What the task asks -
In the records below, the line with "ring dip: (270, 199)" opens the range and the line with "pinky tip: (617, 240)" closes it; print that range exactly and nothing else.

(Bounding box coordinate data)
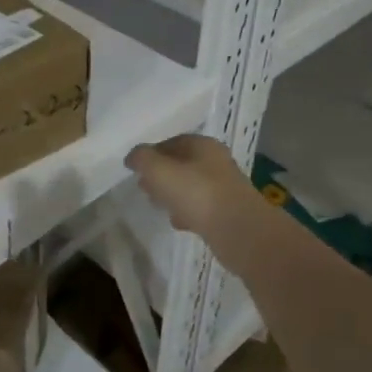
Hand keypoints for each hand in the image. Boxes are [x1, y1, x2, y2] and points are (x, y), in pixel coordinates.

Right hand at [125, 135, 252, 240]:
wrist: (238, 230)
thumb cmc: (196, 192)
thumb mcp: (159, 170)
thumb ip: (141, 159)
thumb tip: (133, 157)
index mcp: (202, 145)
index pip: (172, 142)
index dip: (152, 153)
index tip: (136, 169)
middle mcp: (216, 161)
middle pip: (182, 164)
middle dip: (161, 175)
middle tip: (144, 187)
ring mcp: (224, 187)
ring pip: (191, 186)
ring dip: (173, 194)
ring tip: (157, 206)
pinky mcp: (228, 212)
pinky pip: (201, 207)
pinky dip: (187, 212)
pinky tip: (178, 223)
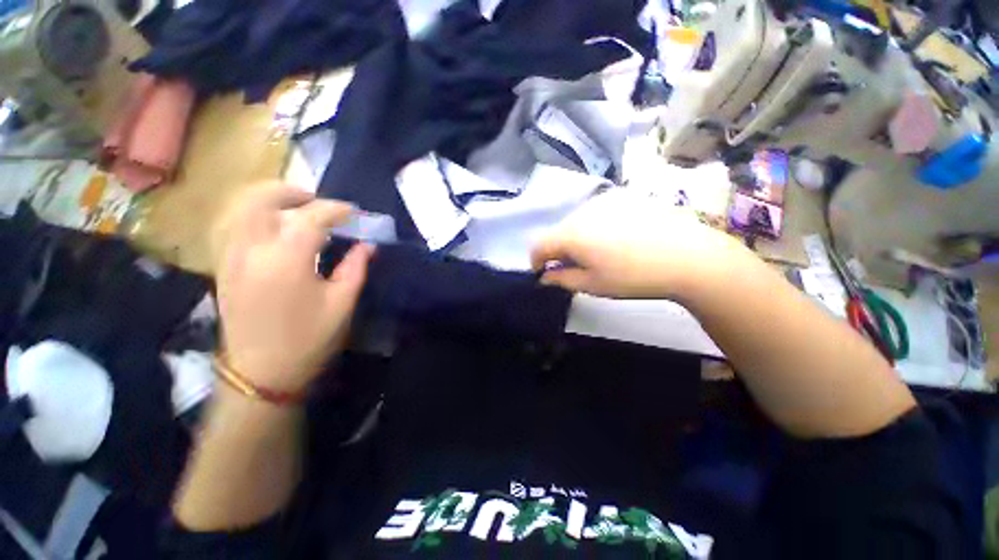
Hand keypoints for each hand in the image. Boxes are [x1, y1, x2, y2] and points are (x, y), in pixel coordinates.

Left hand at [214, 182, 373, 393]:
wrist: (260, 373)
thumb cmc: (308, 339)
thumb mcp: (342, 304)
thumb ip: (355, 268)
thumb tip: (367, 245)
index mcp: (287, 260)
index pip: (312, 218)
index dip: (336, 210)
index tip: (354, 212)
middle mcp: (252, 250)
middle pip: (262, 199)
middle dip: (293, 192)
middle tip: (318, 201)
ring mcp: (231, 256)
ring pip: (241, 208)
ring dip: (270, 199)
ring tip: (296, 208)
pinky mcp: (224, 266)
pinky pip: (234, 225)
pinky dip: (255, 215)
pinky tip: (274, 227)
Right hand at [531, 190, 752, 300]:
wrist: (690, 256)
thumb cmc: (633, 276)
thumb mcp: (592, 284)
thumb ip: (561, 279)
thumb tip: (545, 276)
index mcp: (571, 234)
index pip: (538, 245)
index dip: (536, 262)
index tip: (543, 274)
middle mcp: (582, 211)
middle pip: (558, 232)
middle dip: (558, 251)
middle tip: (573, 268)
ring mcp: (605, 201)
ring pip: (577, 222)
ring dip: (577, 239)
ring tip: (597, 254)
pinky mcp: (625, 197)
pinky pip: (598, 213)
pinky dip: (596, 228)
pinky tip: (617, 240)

---

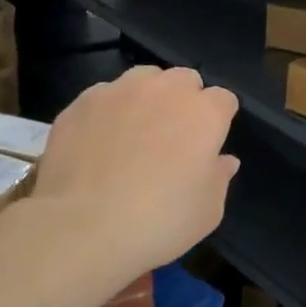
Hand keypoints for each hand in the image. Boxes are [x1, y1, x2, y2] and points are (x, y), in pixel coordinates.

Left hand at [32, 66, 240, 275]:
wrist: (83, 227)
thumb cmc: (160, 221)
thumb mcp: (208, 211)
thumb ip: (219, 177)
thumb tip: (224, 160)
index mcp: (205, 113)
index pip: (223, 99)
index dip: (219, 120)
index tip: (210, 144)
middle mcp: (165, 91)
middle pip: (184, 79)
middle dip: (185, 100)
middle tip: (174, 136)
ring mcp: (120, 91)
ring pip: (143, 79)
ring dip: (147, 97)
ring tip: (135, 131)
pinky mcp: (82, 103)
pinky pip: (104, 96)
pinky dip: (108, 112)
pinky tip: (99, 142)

Answer box -
ring dip: (270, 199)
ring tip: (296, 208)
pinky mcp: (224, 266)
pinky pip: (234, 225)
pinky dip: (255, 215)
pinky tip: (274, 227)
Right hand at [531, 190, 752, 300]:
wrist: (690, 256)
thumb cmc: (633, 276)
thumb mcp: (592, 284)
thumb ip: (561, 279)
thumb tip: (545, 276)
index mcp: (571, 234)
index pip: (538, 245)
index dip: (536, 262)
index tip: (543, 274)
middle mcp: (582, 211)
middle pip: (558, 232)
middle dip: (558, 251)
middle tip: (573, 268)
ring mcp: (605, 201)
ring pip: (577, 222)
ring dip: (577, 239)
ring tip: (597, 254)
pinky mcp: (625, 197)
pinky pip: (598, 213)
pinky dip: (596, 228)
pinky tip: (617, 240)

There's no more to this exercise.